Симе не по нутру быть одиночным центром внимания. Входить в помещение, где сидит сплоченная компания и окидывает новичка равнодушно-оценивающим взглядом. Другое дело, когда рядом надежный спутник, мужчина, желательно красивый, умный, хорошо одетый. Его замечают, выделяют, одобряют, им восхищаются, а Симочка, стоя рядом и опираясь на крепкую руку, распрямляется, расцветает женственностью, легко улыбается окружающим или ограничивается чуть небрежным кивком головы.
«Серафима, сама по себе ты – ничто, – с детства внушала ей бабушка, единолично занимавшаяся Симочкиным воспитанием. – Мужчина, муж – вот кто определит твое лицо. Когда он появится – достойная партия! – от тебя потребуется одно: чтобы, приходя домой, ночью ли, днем, он мог поцеловать тебя в любое место. Твой дед так и сказал мне после свадьбы: дорогая, только одну вещь я прошу – чтобы всегда мог поцеловать тебя в любое место». Маленькая Сима сидела на низком бархатном пуфике у старинного трюмо и завороженно наблюдала, как величественная белотелая бабушка протирает тампоном, смоченным туалетной водой, могучую шею, прежде чем обмотать ее ниткой жемчуга, тщательно обмывает дряблые подмышки, сдувает пудру с пуховки, обмахивает ею лицо и декольте, открывает флакон духов и прикладывает пробочку к мочкам ушей и сгибам локтей. Закончив туалет, бабушка вставала и оглядывала себя в зеркале, слегка отставив в сторону руки, будто проверяя свою готовность на случай, если дедушке вдруг вздумается заскочить к ней в спальню, ненадолго покинув тот свет. (Последний поцелуй дедушка, белый офицер, запечатлел на теле любимой супруги почти полвека назад, перед тем как ему пустили голубую его кровь, прострелив грудь навылет.)

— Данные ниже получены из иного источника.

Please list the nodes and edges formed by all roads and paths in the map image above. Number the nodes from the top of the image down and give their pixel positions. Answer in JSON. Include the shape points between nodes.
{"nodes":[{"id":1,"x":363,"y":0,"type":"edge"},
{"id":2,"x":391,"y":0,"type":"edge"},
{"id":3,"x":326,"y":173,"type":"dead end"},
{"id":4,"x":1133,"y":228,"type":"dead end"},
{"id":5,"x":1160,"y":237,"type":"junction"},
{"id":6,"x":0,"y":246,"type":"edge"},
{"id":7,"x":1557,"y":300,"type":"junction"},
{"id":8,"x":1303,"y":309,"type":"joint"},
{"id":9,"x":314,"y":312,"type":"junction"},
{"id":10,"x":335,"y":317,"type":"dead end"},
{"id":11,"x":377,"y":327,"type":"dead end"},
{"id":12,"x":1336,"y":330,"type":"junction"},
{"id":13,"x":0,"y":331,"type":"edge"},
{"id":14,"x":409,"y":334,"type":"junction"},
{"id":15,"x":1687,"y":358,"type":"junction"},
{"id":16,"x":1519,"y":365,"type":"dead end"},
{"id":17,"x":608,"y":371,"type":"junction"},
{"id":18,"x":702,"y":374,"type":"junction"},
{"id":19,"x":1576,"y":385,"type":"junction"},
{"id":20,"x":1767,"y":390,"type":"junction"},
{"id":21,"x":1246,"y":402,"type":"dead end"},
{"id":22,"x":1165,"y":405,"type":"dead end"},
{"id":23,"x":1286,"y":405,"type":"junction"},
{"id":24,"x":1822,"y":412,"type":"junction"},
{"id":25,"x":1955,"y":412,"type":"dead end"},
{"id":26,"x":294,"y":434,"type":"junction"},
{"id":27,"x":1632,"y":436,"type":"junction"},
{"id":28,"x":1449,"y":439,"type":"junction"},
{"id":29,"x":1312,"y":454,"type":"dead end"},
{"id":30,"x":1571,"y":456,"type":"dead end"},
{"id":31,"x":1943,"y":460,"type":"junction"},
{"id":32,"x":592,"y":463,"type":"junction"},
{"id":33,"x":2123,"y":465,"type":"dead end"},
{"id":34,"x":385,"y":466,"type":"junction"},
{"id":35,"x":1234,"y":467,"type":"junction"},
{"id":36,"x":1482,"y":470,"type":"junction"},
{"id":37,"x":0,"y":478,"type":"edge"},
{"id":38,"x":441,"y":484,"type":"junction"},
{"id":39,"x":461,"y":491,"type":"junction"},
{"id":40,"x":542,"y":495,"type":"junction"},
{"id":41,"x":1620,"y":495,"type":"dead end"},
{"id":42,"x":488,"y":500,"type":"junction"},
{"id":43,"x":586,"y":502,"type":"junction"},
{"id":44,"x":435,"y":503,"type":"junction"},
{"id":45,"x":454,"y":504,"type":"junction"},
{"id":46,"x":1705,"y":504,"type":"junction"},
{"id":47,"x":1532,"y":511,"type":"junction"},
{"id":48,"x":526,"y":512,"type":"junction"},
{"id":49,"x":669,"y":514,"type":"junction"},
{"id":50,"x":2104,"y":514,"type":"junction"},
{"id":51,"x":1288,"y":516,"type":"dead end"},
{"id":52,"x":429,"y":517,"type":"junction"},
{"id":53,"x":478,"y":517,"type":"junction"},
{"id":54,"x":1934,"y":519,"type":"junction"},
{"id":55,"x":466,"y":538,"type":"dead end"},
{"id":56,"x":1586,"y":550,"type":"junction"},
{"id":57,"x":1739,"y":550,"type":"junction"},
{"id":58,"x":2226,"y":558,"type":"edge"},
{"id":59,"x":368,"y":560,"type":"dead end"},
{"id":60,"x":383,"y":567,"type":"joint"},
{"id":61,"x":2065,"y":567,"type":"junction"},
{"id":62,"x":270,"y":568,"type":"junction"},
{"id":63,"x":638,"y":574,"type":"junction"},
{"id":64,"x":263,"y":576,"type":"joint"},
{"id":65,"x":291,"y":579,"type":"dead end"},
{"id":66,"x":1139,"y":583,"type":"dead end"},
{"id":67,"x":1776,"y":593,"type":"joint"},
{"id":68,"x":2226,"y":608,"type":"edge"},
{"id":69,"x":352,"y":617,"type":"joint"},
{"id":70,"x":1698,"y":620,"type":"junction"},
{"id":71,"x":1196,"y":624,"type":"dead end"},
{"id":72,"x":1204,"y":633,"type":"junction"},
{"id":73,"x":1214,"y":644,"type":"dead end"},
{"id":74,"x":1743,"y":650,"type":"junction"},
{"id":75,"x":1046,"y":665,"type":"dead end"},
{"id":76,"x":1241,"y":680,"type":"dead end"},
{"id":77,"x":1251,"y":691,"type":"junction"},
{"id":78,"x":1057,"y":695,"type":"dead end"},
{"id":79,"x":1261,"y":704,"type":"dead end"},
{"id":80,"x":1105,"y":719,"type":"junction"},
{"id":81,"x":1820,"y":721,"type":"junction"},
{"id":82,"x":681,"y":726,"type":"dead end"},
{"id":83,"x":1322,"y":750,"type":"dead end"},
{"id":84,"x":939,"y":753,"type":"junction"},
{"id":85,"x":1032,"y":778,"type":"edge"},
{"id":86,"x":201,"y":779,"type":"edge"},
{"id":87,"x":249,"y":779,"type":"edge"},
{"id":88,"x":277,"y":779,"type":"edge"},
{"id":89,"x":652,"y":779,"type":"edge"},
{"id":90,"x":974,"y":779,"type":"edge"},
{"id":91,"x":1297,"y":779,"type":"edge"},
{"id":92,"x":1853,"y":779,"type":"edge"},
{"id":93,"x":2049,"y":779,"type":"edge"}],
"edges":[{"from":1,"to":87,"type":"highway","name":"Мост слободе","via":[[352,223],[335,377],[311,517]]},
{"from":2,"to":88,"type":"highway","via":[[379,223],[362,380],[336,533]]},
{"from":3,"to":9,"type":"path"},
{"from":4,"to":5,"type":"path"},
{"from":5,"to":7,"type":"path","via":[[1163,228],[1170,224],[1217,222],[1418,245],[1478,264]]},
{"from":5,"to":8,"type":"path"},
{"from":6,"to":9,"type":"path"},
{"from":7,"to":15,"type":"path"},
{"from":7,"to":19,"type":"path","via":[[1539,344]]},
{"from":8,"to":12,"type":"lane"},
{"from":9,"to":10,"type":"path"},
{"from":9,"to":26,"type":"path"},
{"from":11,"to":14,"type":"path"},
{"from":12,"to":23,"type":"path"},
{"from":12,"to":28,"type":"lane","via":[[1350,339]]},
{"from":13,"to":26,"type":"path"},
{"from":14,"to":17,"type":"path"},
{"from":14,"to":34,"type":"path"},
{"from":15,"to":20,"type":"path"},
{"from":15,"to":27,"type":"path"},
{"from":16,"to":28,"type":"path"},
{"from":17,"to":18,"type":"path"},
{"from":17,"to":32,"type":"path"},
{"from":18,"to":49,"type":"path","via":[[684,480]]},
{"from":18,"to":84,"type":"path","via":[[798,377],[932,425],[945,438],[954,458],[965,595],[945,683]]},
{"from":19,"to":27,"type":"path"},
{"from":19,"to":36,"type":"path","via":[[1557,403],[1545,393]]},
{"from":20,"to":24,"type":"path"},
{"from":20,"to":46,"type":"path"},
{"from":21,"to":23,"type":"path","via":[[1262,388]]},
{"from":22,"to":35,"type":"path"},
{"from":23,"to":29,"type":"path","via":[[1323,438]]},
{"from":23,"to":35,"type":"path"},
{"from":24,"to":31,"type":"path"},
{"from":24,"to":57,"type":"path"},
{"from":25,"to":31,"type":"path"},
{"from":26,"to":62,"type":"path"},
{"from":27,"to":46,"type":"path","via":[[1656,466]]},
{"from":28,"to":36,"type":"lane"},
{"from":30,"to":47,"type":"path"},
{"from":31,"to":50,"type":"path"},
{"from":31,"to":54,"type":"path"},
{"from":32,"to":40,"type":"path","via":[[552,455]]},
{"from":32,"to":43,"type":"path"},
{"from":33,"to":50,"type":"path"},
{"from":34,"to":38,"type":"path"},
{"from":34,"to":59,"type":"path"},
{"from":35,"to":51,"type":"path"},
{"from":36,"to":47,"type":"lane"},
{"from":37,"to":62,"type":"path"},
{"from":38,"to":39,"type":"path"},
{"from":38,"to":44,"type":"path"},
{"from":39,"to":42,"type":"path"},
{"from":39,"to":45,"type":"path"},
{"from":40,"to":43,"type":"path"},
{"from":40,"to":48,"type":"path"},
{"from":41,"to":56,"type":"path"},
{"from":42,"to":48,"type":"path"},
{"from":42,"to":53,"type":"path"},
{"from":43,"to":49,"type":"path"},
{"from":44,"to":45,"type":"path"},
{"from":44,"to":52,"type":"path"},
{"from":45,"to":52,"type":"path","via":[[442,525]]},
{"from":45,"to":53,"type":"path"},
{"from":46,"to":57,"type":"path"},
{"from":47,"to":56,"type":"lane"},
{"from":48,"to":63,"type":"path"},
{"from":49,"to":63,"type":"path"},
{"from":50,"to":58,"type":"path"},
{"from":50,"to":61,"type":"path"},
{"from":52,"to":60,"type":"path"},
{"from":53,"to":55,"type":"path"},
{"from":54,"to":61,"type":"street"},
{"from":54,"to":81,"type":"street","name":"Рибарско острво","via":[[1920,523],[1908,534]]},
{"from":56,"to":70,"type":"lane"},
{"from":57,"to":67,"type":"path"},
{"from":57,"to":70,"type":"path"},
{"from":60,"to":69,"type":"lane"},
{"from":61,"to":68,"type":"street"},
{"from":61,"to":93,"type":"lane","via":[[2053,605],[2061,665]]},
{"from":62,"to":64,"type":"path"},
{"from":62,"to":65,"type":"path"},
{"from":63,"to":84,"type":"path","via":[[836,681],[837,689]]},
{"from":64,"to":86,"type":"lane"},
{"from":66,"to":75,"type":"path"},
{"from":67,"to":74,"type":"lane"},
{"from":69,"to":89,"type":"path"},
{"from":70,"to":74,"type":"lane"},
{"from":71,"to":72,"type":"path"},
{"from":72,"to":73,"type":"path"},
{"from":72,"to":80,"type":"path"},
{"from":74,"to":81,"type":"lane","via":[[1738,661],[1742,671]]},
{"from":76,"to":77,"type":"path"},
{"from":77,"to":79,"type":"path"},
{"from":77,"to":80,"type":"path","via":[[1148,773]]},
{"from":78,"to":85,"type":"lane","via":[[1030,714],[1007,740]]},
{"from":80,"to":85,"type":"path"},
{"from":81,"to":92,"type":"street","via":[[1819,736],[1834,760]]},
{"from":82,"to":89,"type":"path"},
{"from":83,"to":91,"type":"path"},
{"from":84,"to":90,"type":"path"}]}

Симочка побаивалась грядущего супруга. Этот неведомый строгий муж, должно быть, станет проверять, вычистила ли она зубы после очередного приема пищи, вымыла ли ноги перед сном, особенно между пальцами, не забыла ли надеть свежие чулки утром. Муж ни в коем случае не должен обнаружить клякс на пальцах, цыпок на руках. Если она будет хорошо себя вести (слушаться, не перечить, не влезать в дела взрослых), то о ней будут заботиться, баловать, покупать красивые платья. Если ею будут довольны, то и бояться нечего. Потом щекотно зацепило это «в любое место». Количество этих мест было, в сущности, довольно ограниченным. Может, она чего-то не знает, думала Сима, и тихонько исследовала свое тело под одеялом. И засыпала безмятежно, обняв любимую игрушку – кролика Мусюсюку.
Когда Сима подросла и оформилась в неловкую, глазастую, длинноногую девушку, стеснявшуюся своего тела от стопы до макушки, бабушка, цепко оглядев внучку, одетую в ситцевый сарафан на бретельках, настояла на том, чтобы отныне та брила подмышки и лобок, и чтобы это вошло в неукоснительную привычку. Сима не понимала, зачем брить «там» и неделю терпеть колкую муку в паху, но ослушаться бабушку не смела, смутно догадываясь, что экзекуция значится в списке требований, предъявляемых к ней из далекого замужнего будущего. Бабушка была непререкаемым авторитетом с тех давних времен, когда умерла Симочкина мама, а папа, бабушкин единственный сын, женился на другой женщине, крашеной блондинке, и зажил с новой женой отдельно. «Одну профурсетку поменял на другую, дурак», – прокомментировала событие бабушка, разговаривая с приятельницей по телефону, и Сима не рискнула спросить, что такое «профурсетка». Она вообще рано поняла, что лучше не задавать лишних вопросов. И помалкивать, пока не спрашивают.